[[ DATA EXTRACTS, beginning ]]

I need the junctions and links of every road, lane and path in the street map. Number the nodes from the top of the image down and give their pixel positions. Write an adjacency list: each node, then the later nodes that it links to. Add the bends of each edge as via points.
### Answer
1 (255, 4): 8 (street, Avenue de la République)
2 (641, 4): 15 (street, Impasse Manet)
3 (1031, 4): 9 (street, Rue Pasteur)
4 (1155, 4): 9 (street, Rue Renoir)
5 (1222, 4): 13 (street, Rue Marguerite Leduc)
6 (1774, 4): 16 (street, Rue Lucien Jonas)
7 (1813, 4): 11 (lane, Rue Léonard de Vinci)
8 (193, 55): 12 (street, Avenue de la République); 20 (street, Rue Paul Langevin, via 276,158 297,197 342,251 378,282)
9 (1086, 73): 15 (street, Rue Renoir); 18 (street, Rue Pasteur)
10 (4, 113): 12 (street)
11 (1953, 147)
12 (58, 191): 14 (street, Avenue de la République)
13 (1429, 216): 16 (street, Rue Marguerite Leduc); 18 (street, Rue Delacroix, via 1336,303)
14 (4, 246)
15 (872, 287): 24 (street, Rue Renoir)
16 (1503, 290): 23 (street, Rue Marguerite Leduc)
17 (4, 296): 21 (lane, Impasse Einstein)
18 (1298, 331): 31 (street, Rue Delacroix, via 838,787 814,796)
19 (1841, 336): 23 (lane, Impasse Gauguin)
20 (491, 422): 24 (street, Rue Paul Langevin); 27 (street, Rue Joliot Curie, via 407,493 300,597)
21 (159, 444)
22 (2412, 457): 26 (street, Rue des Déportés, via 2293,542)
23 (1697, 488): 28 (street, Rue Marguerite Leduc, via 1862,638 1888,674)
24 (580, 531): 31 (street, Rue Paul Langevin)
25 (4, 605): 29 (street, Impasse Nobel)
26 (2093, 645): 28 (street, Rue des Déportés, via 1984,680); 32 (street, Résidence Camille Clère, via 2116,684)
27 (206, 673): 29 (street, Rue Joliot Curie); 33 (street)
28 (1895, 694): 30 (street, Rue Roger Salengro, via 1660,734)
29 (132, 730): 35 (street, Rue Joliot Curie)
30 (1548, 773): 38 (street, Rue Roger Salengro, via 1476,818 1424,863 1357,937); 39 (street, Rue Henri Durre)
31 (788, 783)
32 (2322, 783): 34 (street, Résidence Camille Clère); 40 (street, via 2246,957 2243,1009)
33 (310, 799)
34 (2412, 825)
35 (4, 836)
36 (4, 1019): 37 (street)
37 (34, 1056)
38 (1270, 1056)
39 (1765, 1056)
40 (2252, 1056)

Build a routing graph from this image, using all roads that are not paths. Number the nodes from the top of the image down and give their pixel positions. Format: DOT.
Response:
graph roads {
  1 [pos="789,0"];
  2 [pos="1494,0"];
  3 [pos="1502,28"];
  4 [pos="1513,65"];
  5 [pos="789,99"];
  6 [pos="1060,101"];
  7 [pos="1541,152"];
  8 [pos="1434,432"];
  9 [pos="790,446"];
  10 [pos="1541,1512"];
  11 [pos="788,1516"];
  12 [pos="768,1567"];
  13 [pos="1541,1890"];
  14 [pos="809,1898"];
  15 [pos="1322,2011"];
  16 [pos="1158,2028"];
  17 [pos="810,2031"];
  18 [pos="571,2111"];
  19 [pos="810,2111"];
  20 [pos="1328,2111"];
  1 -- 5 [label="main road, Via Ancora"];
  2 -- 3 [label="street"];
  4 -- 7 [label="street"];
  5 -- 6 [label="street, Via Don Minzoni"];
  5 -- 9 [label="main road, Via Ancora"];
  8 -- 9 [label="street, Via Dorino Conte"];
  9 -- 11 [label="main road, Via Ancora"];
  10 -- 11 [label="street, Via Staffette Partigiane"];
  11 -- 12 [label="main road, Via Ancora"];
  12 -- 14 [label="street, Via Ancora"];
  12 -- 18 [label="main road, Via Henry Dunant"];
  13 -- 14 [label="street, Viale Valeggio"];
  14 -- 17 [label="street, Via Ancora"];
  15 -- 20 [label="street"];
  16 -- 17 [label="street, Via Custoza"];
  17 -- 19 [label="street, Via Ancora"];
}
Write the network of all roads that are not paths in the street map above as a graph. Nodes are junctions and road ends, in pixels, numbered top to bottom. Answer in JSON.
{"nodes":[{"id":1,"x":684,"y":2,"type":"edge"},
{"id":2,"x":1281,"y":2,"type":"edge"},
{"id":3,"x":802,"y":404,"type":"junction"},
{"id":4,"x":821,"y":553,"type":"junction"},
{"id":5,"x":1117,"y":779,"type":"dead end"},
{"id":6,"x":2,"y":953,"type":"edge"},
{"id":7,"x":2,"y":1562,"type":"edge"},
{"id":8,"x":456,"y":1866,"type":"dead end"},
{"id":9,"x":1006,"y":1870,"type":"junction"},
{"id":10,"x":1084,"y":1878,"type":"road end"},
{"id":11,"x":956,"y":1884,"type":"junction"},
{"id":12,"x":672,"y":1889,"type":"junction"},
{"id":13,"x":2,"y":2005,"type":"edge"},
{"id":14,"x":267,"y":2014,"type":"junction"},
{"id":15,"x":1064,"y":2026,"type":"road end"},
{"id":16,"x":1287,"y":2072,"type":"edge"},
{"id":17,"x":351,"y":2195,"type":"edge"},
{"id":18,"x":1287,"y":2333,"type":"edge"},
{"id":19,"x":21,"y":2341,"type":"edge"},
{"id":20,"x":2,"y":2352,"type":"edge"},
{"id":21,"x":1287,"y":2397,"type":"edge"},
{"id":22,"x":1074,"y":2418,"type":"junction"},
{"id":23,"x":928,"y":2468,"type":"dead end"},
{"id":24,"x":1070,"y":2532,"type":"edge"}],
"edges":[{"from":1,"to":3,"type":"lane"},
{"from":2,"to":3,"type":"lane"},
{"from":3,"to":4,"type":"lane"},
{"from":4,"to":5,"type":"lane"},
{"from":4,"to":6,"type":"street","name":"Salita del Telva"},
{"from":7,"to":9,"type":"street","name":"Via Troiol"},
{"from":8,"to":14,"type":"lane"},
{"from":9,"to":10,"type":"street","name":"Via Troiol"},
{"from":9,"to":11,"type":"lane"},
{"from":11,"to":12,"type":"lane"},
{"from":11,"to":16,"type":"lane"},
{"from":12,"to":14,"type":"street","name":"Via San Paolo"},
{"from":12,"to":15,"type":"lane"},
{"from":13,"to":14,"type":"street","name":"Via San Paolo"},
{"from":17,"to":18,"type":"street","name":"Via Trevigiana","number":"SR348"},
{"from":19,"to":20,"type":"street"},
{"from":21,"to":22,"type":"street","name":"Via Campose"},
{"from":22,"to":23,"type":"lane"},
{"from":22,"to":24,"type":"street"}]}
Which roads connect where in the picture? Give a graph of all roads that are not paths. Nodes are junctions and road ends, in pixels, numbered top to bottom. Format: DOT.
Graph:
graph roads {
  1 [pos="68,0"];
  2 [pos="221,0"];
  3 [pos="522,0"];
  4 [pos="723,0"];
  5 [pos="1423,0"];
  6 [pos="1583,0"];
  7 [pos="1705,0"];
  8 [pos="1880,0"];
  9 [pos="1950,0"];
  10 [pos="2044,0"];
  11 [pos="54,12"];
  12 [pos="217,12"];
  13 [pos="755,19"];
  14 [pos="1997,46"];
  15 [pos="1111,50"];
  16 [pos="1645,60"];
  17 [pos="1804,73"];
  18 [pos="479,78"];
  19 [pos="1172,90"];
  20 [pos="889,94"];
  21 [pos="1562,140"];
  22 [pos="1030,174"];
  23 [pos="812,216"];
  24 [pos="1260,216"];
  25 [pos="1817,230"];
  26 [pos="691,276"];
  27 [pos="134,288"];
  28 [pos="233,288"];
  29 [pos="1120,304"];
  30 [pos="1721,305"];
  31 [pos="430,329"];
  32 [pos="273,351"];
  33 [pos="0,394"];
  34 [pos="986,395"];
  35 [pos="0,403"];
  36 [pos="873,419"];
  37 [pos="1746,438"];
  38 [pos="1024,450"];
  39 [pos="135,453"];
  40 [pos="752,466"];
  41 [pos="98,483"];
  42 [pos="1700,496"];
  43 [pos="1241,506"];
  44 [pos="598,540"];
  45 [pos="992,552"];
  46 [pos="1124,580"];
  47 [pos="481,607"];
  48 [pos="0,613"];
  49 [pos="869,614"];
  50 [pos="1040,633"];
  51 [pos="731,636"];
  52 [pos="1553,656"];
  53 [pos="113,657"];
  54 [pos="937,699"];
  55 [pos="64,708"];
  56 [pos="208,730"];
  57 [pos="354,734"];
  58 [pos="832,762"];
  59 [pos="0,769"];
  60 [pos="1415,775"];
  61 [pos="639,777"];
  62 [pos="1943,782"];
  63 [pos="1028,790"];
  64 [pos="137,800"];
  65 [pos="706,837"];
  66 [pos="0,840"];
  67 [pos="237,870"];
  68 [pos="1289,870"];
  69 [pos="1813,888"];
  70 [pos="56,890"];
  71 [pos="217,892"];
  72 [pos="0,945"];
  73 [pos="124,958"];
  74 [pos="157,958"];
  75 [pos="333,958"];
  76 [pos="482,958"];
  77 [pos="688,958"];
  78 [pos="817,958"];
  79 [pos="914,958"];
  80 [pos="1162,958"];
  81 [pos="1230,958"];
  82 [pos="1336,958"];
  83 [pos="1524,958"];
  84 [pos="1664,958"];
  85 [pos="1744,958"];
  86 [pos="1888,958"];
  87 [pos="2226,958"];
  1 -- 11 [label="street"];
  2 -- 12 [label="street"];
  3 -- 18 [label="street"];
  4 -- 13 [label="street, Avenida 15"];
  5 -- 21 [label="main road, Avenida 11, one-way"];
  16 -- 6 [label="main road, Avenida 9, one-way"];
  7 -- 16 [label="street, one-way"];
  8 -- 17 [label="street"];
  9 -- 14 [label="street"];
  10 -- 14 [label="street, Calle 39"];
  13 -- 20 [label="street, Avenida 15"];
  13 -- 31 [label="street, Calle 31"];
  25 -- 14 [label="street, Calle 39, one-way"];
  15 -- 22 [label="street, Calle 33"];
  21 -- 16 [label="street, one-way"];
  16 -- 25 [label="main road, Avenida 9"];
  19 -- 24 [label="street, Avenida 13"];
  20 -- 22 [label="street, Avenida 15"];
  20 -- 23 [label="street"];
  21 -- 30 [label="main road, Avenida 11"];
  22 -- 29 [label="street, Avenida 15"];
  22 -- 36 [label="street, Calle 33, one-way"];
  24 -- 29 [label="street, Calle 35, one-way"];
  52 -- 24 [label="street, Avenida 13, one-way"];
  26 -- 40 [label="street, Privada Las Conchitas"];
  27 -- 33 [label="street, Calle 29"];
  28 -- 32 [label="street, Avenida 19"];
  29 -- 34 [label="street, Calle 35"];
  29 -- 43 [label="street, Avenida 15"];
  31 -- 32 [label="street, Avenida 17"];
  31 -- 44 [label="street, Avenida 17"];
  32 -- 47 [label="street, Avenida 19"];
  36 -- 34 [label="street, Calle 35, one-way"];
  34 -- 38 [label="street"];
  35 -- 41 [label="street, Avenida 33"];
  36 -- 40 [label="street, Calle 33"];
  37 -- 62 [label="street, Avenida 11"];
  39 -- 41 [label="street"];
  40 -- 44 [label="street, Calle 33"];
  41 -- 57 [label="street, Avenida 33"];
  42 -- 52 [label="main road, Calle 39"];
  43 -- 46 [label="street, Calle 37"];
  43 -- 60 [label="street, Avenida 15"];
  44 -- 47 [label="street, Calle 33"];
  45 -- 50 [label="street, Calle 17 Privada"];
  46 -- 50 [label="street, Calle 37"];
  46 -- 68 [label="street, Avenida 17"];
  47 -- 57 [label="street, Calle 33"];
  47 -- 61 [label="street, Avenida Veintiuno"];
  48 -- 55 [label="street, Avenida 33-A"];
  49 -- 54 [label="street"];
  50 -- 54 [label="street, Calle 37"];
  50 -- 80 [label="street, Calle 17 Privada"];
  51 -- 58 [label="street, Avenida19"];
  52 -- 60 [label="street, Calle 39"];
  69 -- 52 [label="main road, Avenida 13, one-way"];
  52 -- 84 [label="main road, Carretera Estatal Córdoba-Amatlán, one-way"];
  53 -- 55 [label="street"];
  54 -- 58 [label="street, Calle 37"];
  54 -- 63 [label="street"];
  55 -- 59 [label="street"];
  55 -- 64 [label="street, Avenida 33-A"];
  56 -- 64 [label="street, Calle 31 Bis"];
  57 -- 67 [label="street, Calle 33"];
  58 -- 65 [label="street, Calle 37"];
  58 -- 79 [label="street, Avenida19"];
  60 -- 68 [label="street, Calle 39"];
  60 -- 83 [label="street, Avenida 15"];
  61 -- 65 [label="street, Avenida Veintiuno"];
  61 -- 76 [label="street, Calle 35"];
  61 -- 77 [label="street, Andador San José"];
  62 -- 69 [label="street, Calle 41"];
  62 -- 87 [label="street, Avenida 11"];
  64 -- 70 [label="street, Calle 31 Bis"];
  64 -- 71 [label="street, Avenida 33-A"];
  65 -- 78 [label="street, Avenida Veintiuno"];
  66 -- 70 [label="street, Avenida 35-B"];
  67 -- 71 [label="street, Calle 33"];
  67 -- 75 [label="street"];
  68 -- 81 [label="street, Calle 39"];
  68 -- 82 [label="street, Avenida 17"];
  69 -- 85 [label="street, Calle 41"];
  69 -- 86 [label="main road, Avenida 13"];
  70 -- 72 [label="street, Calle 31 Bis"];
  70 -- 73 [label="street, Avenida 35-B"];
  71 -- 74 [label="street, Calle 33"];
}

[[ DATA EXTRACTS, end ]]

• **TASK GOAL**: Find how many lines in the entries include the string "Résidence", and state only the number.

• **RESPONSE TO THE EXERCISE**: 2